__Exercise aim__
Give again, word for word, every line in the entries below from the line with "middle dip: (328, 157)" up to and including the line with "pinky tip: (338, 172)", and no other line.

↓

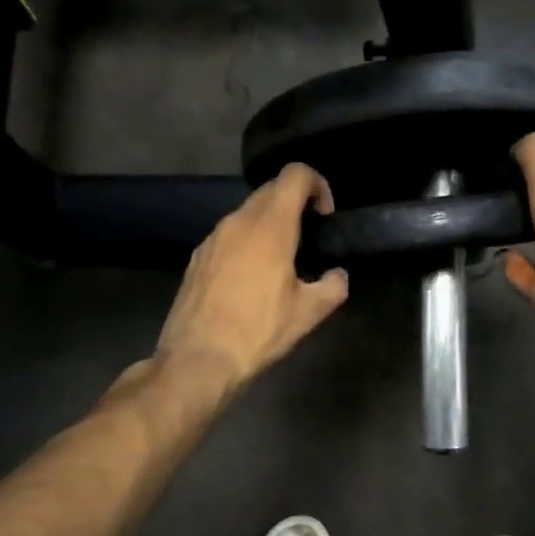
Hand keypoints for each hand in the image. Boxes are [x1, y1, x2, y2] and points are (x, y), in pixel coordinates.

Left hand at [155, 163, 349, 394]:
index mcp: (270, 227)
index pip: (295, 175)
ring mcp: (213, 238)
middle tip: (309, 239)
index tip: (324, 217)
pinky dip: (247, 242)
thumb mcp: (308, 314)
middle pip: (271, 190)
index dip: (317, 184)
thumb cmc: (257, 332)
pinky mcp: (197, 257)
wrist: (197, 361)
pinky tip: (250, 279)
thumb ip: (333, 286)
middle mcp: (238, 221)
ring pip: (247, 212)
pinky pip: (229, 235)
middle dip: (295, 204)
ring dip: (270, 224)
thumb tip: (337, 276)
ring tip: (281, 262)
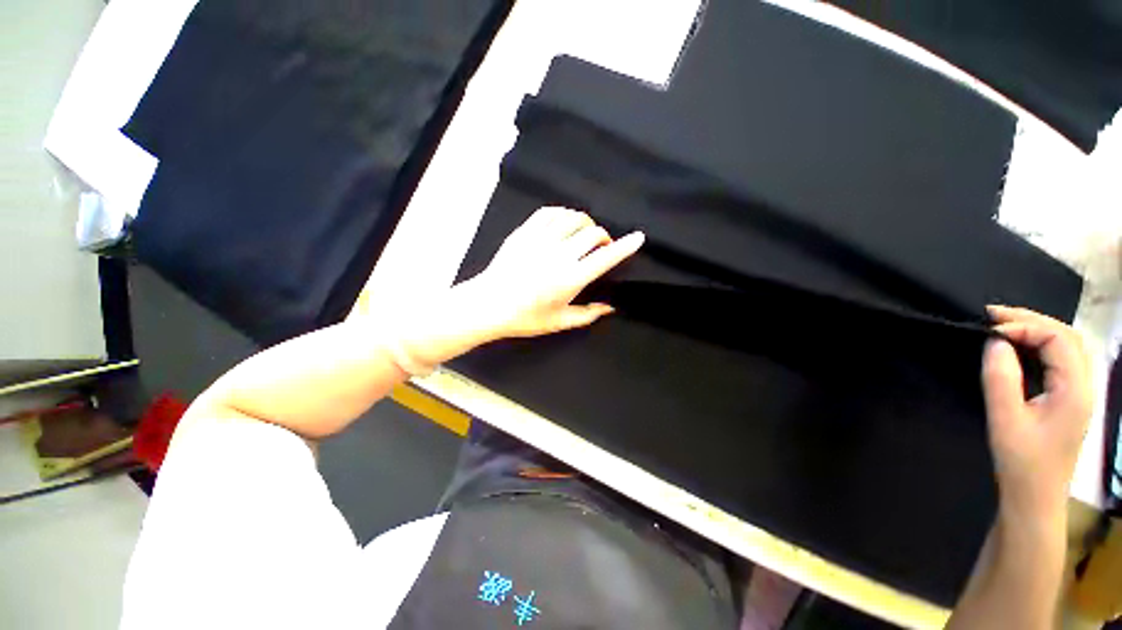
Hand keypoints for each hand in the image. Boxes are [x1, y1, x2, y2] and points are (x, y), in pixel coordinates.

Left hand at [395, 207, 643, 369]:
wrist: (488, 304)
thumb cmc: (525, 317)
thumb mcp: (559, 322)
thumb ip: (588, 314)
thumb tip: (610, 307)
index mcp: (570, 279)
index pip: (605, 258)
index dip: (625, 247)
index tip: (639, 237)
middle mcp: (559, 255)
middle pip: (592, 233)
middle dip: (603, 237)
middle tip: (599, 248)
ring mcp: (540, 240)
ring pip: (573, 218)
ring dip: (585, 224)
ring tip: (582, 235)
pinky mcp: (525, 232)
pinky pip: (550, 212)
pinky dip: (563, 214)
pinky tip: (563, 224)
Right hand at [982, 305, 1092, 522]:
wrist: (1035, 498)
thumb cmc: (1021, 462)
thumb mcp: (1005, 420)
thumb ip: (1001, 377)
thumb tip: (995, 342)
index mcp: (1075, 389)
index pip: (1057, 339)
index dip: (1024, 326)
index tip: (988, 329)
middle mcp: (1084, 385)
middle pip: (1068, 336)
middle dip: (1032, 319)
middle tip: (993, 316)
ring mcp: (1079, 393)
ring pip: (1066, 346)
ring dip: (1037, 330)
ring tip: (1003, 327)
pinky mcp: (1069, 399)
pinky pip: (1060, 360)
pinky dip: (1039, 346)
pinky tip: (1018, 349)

↑
↓

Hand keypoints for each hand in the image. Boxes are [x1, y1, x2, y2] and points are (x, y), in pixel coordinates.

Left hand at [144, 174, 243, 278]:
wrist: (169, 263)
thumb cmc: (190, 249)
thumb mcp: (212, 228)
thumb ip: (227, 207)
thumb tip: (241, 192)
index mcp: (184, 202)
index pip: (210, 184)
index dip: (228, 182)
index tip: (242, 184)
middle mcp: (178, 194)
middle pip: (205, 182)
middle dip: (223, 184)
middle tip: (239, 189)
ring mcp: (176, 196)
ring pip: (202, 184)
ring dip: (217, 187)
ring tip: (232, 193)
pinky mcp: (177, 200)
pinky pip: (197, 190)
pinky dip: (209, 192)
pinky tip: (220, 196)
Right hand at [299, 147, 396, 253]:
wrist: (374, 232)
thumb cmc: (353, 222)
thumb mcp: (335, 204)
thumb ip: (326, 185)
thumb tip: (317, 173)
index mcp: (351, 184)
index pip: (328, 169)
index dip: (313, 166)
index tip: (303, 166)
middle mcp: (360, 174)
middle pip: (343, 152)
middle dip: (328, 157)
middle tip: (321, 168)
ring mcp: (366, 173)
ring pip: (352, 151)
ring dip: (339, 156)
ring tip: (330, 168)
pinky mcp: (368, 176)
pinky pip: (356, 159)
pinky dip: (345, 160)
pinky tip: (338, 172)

↑

__Worked solution__
middle dip: (328, 157)
middle tip: (321, 168)
ring mcp: (366, 173)
ring pip: (352, 151)
ring dip: (339, 156)
ring tip: (330, 168)
pinky mcp: (368, 176)
pinky pip: (356, 159)
pinky dip: (345, 160)
pinky tip: (338, 172)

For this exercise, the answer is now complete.